● **What needs to be done**:
Pictures should be excluded; otherwise, copy every entry exactly.

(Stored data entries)

------------------------------

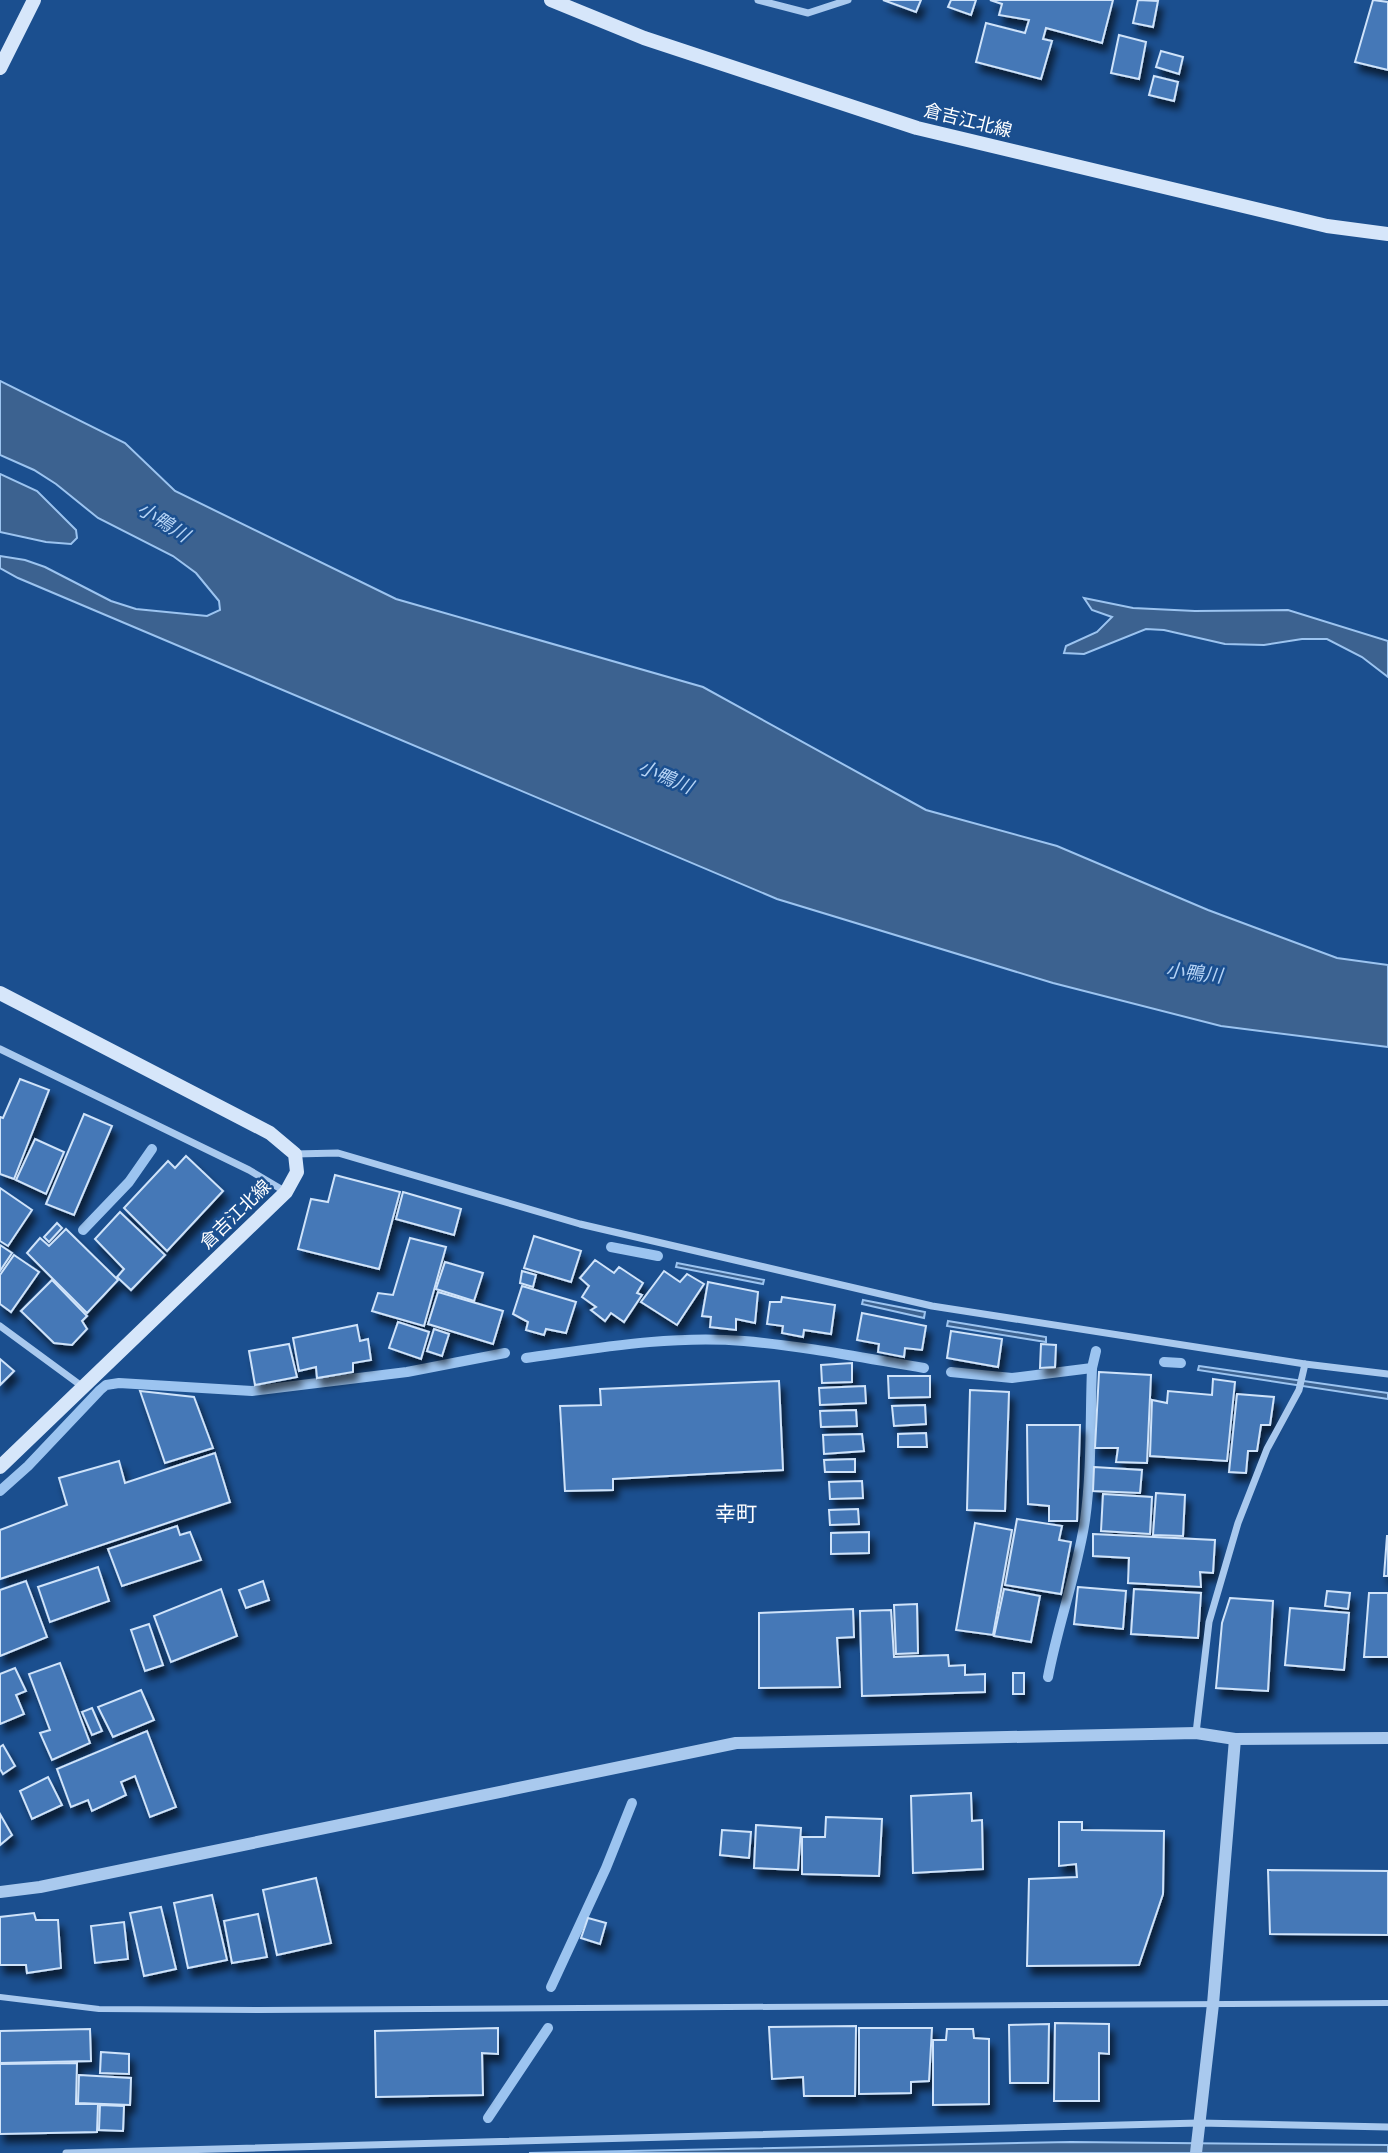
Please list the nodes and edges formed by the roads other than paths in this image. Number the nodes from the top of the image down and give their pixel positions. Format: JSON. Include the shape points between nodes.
{"nodes":[{"id":1,"x":34,"y":0,"type":"edge"},
{"id":2,"x":551,"y":0,"type":"edge"},
{"id":3,"x":758,"y":0,"type":"edge"},
{"id":4,"x":848,"y":0,"type":"edge"},
{"id":5,"x":0,"y":68,"type":"edge"},
{"id":6,"x":1388,"y":234,"type":"edge"},
{"id":7,"x":0,"y":993,"type":"edge"},
{"id":8,"x":0,"y":1049,"type":"edge"},
{"id":9,"x":295,"y":1154,"type":"junction"},
{"id":10,"x":286,"y":1192,"type":"junction"},
{"id":11,"x":0,"y":1326,"type":"edge"},
{"id":12,"x":1305,"y":1364,"type":"junction"},
{"id":13,"x":1388,"y":1374,"type":"edge"},
{"id":14,"x":83,"y":1387,"type":"junction"},
{"id":15,"x":0,"y":1467,"type":"edge"},
{"id":16,"x":1196,"y":1733,"type":"junction"},
{"id":17,"x":1388,"y":1738,"type":"edge"},
{"id":18,"x":1235,"y":1739,"type":"junction"},
{"id":19,"x":0,"y":1892,"type":"edge"},
{"id":20,"x":0,"y":1997,"type":"edge"},
{"id":21,"x":1388,"y":2003,"type":"edge"},
{"id":22,"x":1213,"y":2004,"type":"junction"},
{"id":23,"x":1199,"y":2123,"type":"junction"},
{"id":24,"x":1388,"y":2127,"type":"edge"},
{"id":25,"x":66,"y":2153,"type":"edge"},
{"id":26,"x":1196,"y":2153,"type":"edge"}],
"edges":[{"from":1,"to":5,"type":"main road"},
{"from":2,"to":6,"type":"main road","name":"倉吉江北線","via":[[644,38],[917,128],[1327,226]]},
{"from":3,"to":4,"type":"street","via":[[808,13]]},
{"from":7,"to":9,"type":"main road","via":[[270,1133]]},
{"from":8,"to":10,"type":"street"},
{"from":9,"to":10,"type":"main road","name":"倉吉江北線","via":[[297,1172]]},
{"from":9,"to":12,"type":"street","via":[[338,1153],[580,1224],[933,1306]]},
{"from":10,"to":14,"type":"main road","name":"倉吉江北線"},
{"from":11,"to":14,"type":"street"},
{"from":12,"to":13,"type":"street"},
{"from":12,"to":16,"type":"street","via":[[1299,1390],[1267,1449],[1238,1523],[1209,1622]]},
{"from":14,"to":15,"type":"main road","name":"倉吉江北線"},
{"from":16,"to":18,"type":"street"},
{"from":16,"to":19,"type":"street","via":[[736,1743]]},
{"from":17,"to":18,"type":"street"},
{"from":18,"to":22,"type":"street"},
{"from":20,"to":22,"type":"street","via":[[99,2009]]},
{"from":21,"to":22,"type":"street"},
{"from":22,"to":23,"type":"street"},
{"from":23,"to":24,"type":"street"},
{"from":23,"to":25,"type":"street"},
{"from":23,"to":26,"type":"street"}]}
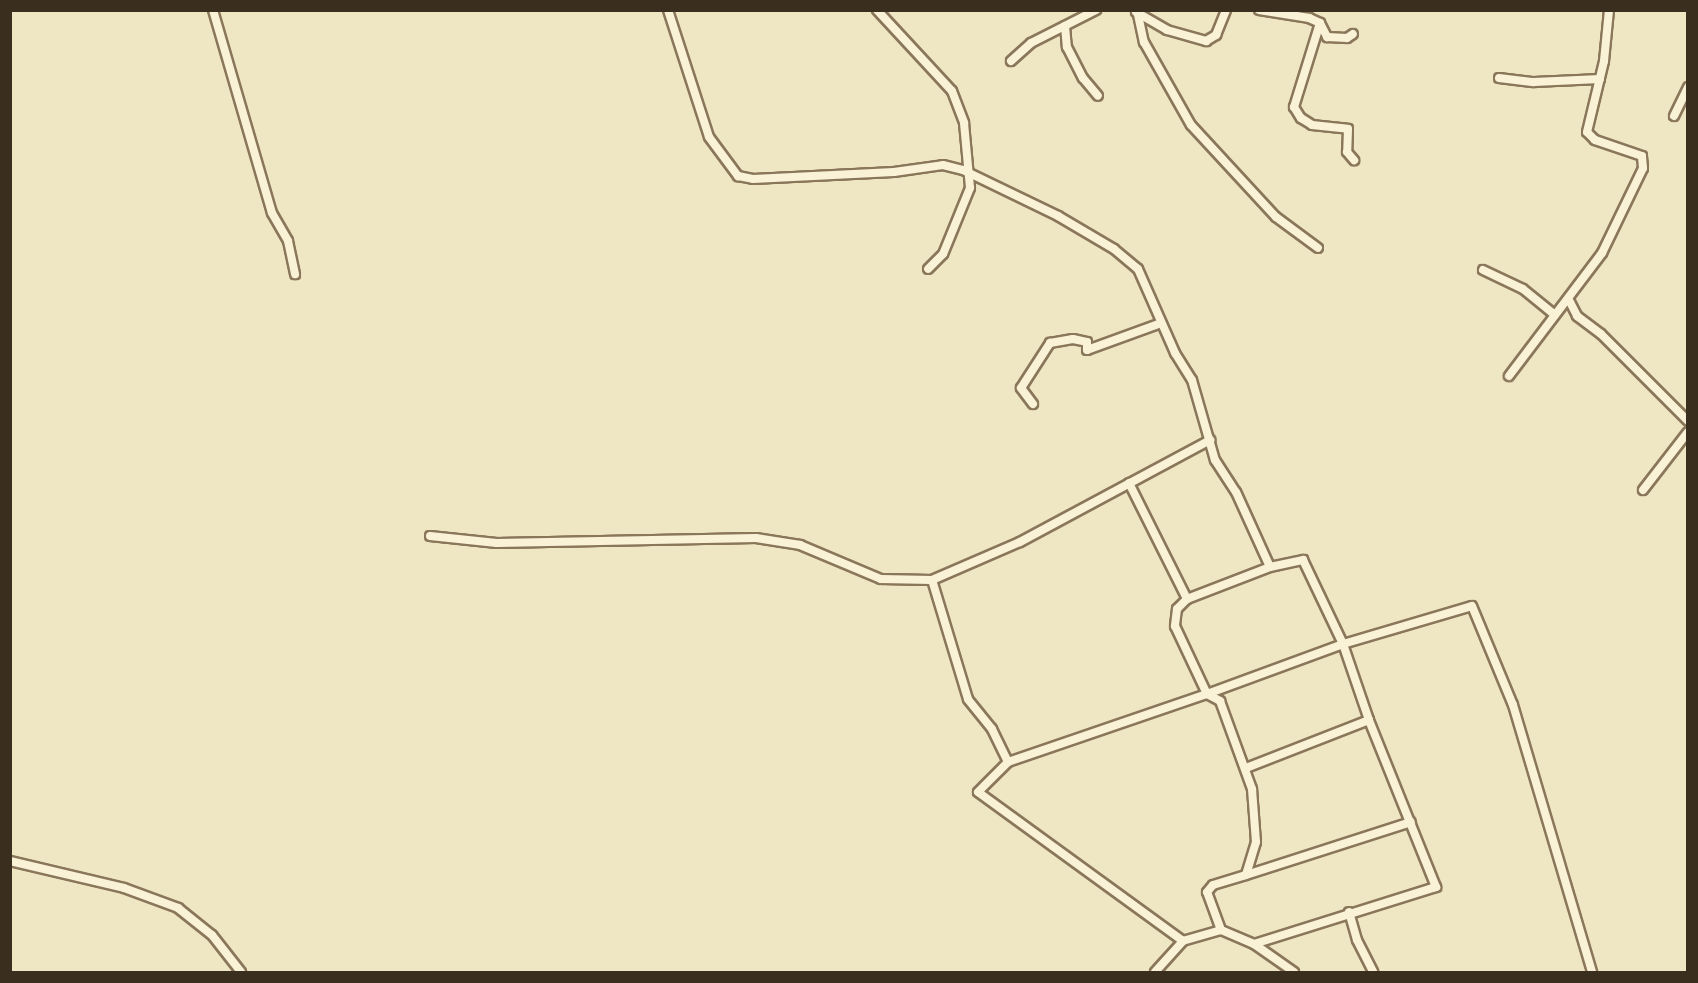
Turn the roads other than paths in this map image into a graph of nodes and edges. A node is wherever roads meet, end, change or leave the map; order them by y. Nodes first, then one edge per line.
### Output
1 (213, 10) edge
2 (668, 10) edge
3 (877, 10) edge
4 (1095, 10) edge
5 (1226, 10) edge
6 (1259, 10) edge
7 (1609, 10) edge
8 (1136, 12) edge
9 (1320, 23) junction
10 (1065, 26) junction
11 (1353, 34) dead end
12 (1011, 61) dead end
13 (1499, 78) dead end
14 (1600, 79) junction
15 (1688, 87) edge
16 (1098, 96) dead end
17 (1674, 116) dead end
18 (1354, 160) dead end
19 (971, 174) junction
20 (1318, 248) dead end
21 (928, 269) dead end
22 (1483, 270) dead end
23 (295, 274) dead end
24 (1569, 300) junction
25 (1555, 315) junction
26 (1161, 323) junction
27 (1509, 376) dead end
28 (1033, 404) dead end
29 (1688, 421) edge
30 (1688, 432) edge
31 (1210, 440) junction
32 (1129, 483) junction
33 (1643, 490) dead end
34 (430, 536) dead end
35 (1270, 567) junction
36 (932, 580) junction
37 (1187, 599) junction
38 (1342, 644) junction
39 (1208, 694) junction
40 (1369, 720) junction
41 (1008, 762) junction
42 (1246, 768) junction
43 (1411, 822) junction
44 (10, 861) edge
45 (1246, 875) junction
46 (1350, 912) junction
47 (1221, 930) junction
48 (1183, 941) junction
49 (1254, 944) junction
50 (241, 972) edge
51 (1155, 972) edge
52 (1294, 972) edge
53 (1373, 972) edge
54 (1592, 972) edge

1 - 23 street
2 - 19 street
3 - 19 street
4 - 10 street
5 - 8 street
6 - 9 street
7 - 14 street
8 - 20 street
9 - 11 street
9 - 18 street
10 - 12 street
10 - 16 street
13 - 14 street
14 - 24 street
15 - 17 street
19 - 21 street
19 - 26 street
22 - 25 street
24 - 25 street
24 - 29 street
25 - 27 street
26 - 28 street
26 - 31 street
30 - 33 street
31 - 32 street
31 - 35 street
32 - 36 street
32 - 37 street
34 - 36 street
35 - 37 street
35 - 38 street
36 - 41 street
37 - 39 street
38 - 39 street
38 - 40 street
38 - 54 street
39 - 41 street
39 - 42 street
40 - 42 street
40 - 43 street
41 - 48 street
42 - 45 street
43 - 45 street
43 - 46 street
44 - 50 street
45 - 47 street
46 - 49 street
46 - 53 street
47 - 48 street
47 - 49 street
48 - 51 street
49 - 52 street

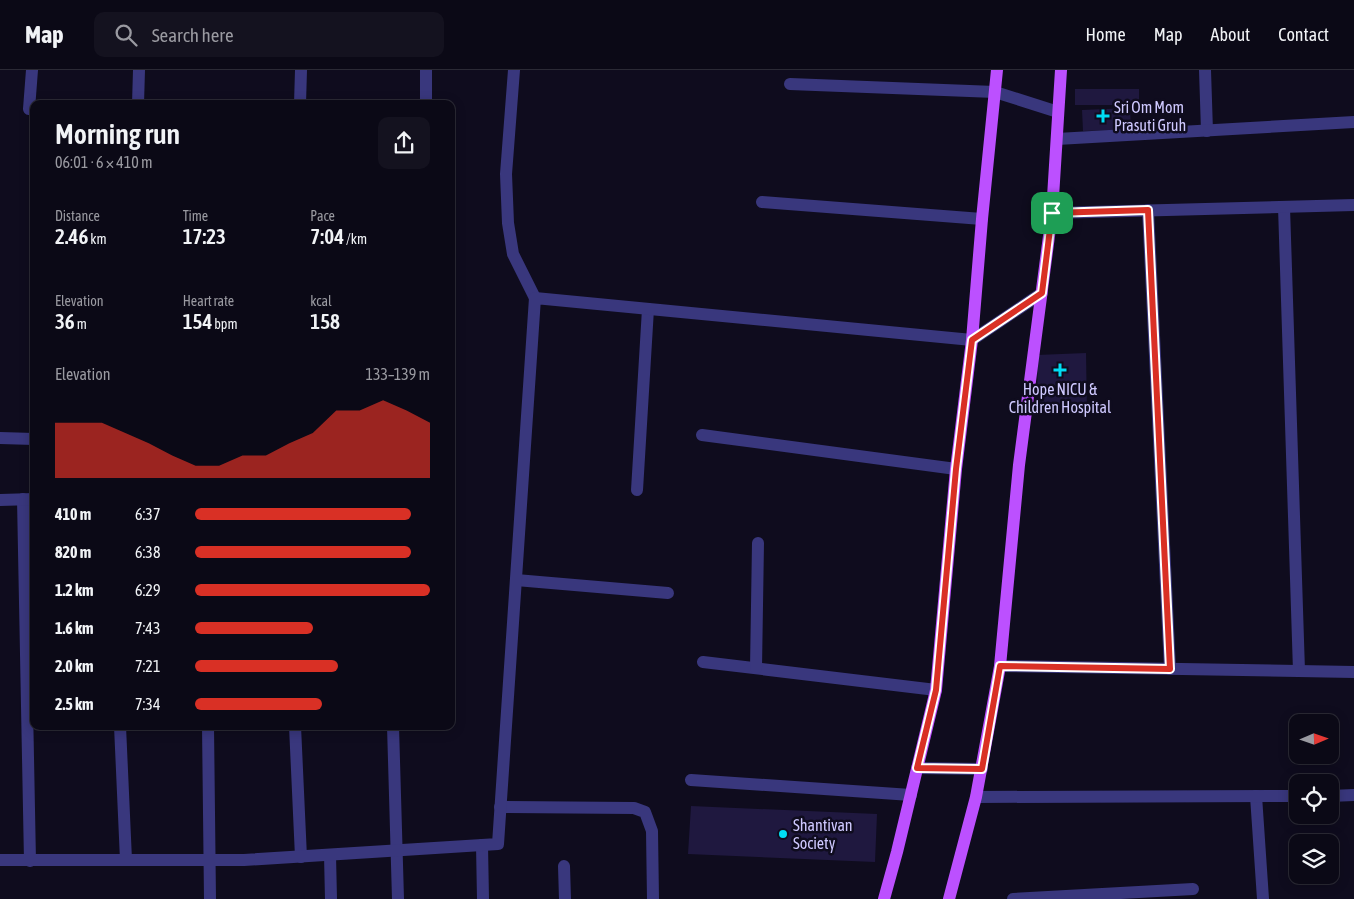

------------------------------

● **Final answer**:
Please list the nodes and edges formed by the roads other than paths in this image. Number the nodes from the top of the image down and give their pixel positions. Format: JSON. Include the shape points between nodes.
{"nodes":[{"id":1,"x":34,"y":0,"type":"edge"},
{"id":2,"x":551,"y":0,"type":"edge"},
{"id":3,"x":758,"y":0,"type":"edge"},
{"id":4,"x":848,"y":0,"type":"edge"},
{"id":5,"x":0,"y":68,"type":"edge"},
{"id":6,"x":1388,"y":234,"type":"edge"},
{"id":7,"x":0,"y":993,"type":"edge"},
{"id":8,"x":0,"y":1049,"type":"edge"},
{"id":9,"x":295,"y":1154,"type":"junction"},
{"id":10,"x":286,"y":1192,"type":"junction"},
{"id":11,"x":0,"y":1326,"type":"edge"},
{"id":12,"x":1305,"y":1364,"type":"junction"},
{"id":13,"x":1388,"y":1374,"type":"edge"},
{"id":14,"x":83,"y":1387,"type":"junction"},
{"id":15,"x":0,"y":1467,"type":"edge"},
{"id":16,"x":1196,"y":1733,"type":"junction"},
{"id":17,"x":1388,"y":1738,"type":"edge"},
{"id":18,"x":1235,"y":1739,"type":"junction"},
{"id":19,"x":0,"y":1892,"type":"edge"},
{"id":20,"x":0,"y":1997,"type":"edge"},
{"id":21,"x":1388,"y":2003,"type":"edge"},
{"id":22,"x":1213,"y":2004,"type":"junction"},
{"id":23,"x":1199,"y":2123,"type":"junction"},
{"id":24,"x":1388,"y":2127,"type":"edge"},
{"id":25,"x":66,"y":2153,"type":"edge"},
{"id":26,"x":1196,"y":2153,"type":"edge"}],
"edges":[{"from":1,"to":5,"type":"main road"},
{"from":2,"to":6,"type":"main road","name":"倉吉江北線","via":[[644,38],[917,128],[1327,226]]},
{"from":3,"to":4,"type":"street","via":[[808,13]]},
{"from":7,"to":9,"type":"main road","via":[[270,1133]]},
{"from":8,"to":10,"type":"street"},
{"from":9,"to":10,"type":"main road","name":"倉吉江北線","via":[[297,1172]]},
{"from":9,"to":12,"type":"street","via":[[338,1153],[580,1224],[933,1306]]},
{"from":10,"to":14,"type":"main road","name":"倉吉江北線"},
{"from":11,"to":14,"type":"street"},
{"from":12,"to":13,"type":"street"},
{"from":12,"to":16,"type":"street","via":[[1299,1390],[1267,1449],[1238,1523],[1209,1622]]},
{"from":14,"to":15,"type":"main road","name":"倉吉江北線"},
{"from":16,"to":18,"type":"street"},
{"from":16,"to":19,"type":"street","via":[[736,1743]]},
{"from":17,"to":18,"type":"street"},
{"from":18,"to":22,"type":"street"},
{"from":20,"to":22,"type":"street","via":[[99,2009]]},
{"from":21,"to":22,"type":"street"},
{"from":22,"to":23,"type":"street"},
{"from":23,"to":24,"type":"street"},
{"from":23,"to":25,"type":"street"},
{"from":23,"to":26,"type":"street"}]}
Turn the roads other than paths in this map image into a graph of nodes and edges. A node is wherever roads meet, end, change or leave the map; order them by y. Nodes first, then one edge per line.
### Output
1 (213, 10) edge
2 (668, 10) edge
3 (877, 10) edge
4 (1095, 10) edge
5 (1226, 10) edge
6 (1259, 10) edge
7 (1609, 10) edge
8 (1136, 12) edge
9 (1320, 23) junction
10 (1065, 26) junction
11 (1353, 34) dead end
12 (1011, 61) dead end
13 (1499, 78) dead end
14 (1600, 79) junction
15 (1688, 87) edge
16 (1098, 96) dead end
17 (1674, 116) dead end
18 (1354, 160) dead end
19 (971, 174) junction
20 (1318, 248) dead end
21 (928, 269) dead end
22 (1483, 270) dead end
23 (295, 274) dead end
24 (1569, 300) junction
25 (1555, 315) junction
26 (1161, 323) junction
27 (1509, 376) dead end
28 (1033, 404) dead end
29 (1688, 421) edge
30 (1688, 432) edge
31 (1210, 440) junction
32 (1129, 483) junction
33 (1643, 490) dead end
34 (430, 536) dead end
35 (1270, 567) junction
36 (932, 580) junction
37 (1187, 599) junction
38 (1342, 644) junction
39 (1208, 694) junction
40 (1369, 720) junction
41 (1008, 762) junction
42 (1246, 768) junction
43 (1411, 822) junction
44 (10, 861) edge
45 (1246, 875) junction
46 (1350, 912) junction
47 (1221, 930) junction
48 (1183, 941) junction
49 (1254, 944) junction
50 (241, 972) edge
51 (1155, 972) edge
52 (1294, 972) edge
53 (1373, 972) edge
54 (1592, 972) edge

1 - 23 street
2 - 19 street
3 - 19 street
4 - 10 street
5 - 8 street
6 - 9 street
7 - 14 street
8 - 20 street
9 - 11 street
9 - 18 street
10 - 12 street
10 - 16 street
13 - 14 street
14 - 24 street
15 - 17 street
19 - 21 street
19 - 26 street
22 - 25 street
24 - 25 street
24 - 29 street
25 - 27 street
26 - 28 street
26 - 31 street
30 - 33 street
31 - 32 street
31 - 35 street
32 - 36 street
32 - 37 street
34 - 36 street
35 - 37 street
35 - 38 street
36 - 41 street
37 - 39 street
38 - 39 street
38 - 40 street
38 - 54 street
39 - 41 street
39 - 42 street
40 - 42 street
40 - 43 street
41 - 48 street
42 - 45 street
43 - 45 street
43 - 46 street
44 - 50 street
45 - 47 street
46 - 49 street
46 - 53 street
47 - 48 street
47 - 49 street
48 - 51 street
49 - 52 street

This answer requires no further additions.